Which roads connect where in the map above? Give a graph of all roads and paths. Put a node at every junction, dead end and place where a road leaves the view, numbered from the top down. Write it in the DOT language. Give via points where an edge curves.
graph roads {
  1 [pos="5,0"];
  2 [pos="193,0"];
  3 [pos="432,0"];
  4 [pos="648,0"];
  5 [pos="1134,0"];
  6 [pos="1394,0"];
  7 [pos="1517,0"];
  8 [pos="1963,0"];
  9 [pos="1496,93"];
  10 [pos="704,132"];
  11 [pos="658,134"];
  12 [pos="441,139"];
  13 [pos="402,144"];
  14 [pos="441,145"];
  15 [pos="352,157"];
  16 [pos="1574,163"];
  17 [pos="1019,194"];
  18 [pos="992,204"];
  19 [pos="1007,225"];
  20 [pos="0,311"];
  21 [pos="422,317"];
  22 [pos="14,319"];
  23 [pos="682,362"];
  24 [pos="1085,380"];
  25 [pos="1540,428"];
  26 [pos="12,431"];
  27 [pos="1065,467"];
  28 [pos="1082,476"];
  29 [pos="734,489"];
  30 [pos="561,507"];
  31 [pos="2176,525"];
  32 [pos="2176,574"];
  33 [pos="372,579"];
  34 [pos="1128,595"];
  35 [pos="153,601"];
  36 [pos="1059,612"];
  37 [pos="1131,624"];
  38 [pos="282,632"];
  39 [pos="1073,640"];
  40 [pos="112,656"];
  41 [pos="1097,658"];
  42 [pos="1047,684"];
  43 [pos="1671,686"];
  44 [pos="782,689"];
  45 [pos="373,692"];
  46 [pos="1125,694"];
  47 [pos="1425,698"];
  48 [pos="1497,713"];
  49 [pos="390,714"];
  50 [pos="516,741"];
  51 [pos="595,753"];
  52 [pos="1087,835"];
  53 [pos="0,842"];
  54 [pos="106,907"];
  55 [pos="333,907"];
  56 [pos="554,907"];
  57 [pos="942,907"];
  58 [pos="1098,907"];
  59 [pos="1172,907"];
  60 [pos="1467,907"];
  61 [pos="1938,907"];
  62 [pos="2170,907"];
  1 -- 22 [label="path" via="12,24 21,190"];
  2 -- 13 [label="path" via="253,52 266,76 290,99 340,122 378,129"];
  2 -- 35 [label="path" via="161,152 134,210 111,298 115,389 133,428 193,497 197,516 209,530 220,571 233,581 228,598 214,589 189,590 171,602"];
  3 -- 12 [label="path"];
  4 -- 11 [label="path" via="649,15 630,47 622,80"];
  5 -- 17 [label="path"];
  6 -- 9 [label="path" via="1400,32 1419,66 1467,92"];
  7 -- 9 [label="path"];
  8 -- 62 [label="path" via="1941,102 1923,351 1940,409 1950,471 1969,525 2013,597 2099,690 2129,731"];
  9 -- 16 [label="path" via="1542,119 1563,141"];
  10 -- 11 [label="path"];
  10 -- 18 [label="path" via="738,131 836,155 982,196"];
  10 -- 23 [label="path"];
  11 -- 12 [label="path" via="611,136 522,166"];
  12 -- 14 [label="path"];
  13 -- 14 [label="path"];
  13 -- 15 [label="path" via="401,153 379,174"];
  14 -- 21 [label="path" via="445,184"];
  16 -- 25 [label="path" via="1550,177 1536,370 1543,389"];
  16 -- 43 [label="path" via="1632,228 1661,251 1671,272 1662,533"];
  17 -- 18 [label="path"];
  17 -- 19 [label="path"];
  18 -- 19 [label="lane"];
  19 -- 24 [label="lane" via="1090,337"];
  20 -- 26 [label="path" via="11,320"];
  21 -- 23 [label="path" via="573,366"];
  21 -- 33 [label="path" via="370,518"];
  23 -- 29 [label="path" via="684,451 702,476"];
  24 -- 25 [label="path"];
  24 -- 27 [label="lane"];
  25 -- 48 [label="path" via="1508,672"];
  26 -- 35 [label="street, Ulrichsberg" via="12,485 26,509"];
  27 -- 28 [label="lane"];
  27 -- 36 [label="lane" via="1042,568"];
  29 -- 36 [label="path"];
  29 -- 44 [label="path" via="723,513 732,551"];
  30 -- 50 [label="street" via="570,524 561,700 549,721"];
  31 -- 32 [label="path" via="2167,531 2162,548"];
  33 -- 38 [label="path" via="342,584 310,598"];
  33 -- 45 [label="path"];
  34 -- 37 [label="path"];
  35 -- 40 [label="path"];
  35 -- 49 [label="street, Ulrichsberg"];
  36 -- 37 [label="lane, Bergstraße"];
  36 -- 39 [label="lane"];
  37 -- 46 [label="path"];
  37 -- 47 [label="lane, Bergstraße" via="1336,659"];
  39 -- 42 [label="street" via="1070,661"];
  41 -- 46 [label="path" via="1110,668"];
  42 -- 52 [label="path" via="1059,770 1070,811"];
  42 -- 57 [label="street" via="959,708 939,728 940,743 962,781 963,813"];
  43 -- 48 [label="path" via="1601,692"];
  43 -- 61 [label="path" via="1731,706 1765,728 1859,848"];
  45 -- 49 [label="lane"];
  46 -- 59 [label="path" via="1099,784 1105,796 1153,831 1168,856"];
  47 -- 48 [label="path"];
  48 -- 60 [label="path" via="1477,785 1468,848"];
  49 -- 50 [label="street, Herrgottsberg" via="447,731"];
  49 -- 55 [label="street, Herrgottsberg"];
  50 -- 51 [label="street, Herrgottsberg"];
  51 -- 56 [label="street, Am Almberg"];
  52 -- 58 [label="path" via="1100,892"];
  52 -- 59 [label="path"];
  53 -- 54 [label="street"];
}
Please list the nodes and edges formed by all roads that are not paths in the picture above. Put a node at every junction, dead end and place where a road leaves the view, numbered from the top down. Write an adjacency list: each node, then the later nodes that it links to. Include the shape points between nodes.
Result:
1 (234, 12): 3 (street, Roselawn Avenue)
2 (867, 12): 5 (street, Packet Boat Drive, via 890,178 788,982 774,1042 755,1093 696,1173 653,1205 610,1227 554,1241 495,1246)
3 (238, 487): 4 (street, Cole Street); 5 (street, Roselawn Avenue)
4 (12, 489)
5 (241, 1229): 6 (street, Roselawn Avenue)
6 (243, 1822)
⁂
-- About this task --
Everything from the line holding "Please list the" through the final line of the material must be given again exactly, and nothing outside that stretch.

-- Task output --
Please list the nodes and edges formed by all roads that are not paths in the picture above. Put a node at every junction, dead end and place where a road leaves the view, numbered from the top down. Write an adjacency list: each node, then the later nodes that it links to. Include the shape points between nodes.
Result:
1 (234, 12): 3 (street, Roselawn Avenue)
2 (867, 12): 5 (street, Packet Boat Drive, via 890,178 788,982 774,1042 755,1093 696,1173 653,1205 610,1227 554,1241 495,1246)
3 (238, 487): 4 (street, Cole Street); 5 (street, Roselawn Avenue)
4 (12, 489)
5 (241, 1229): 6 (street, Roselawn Avenue)
6 (243, 1822)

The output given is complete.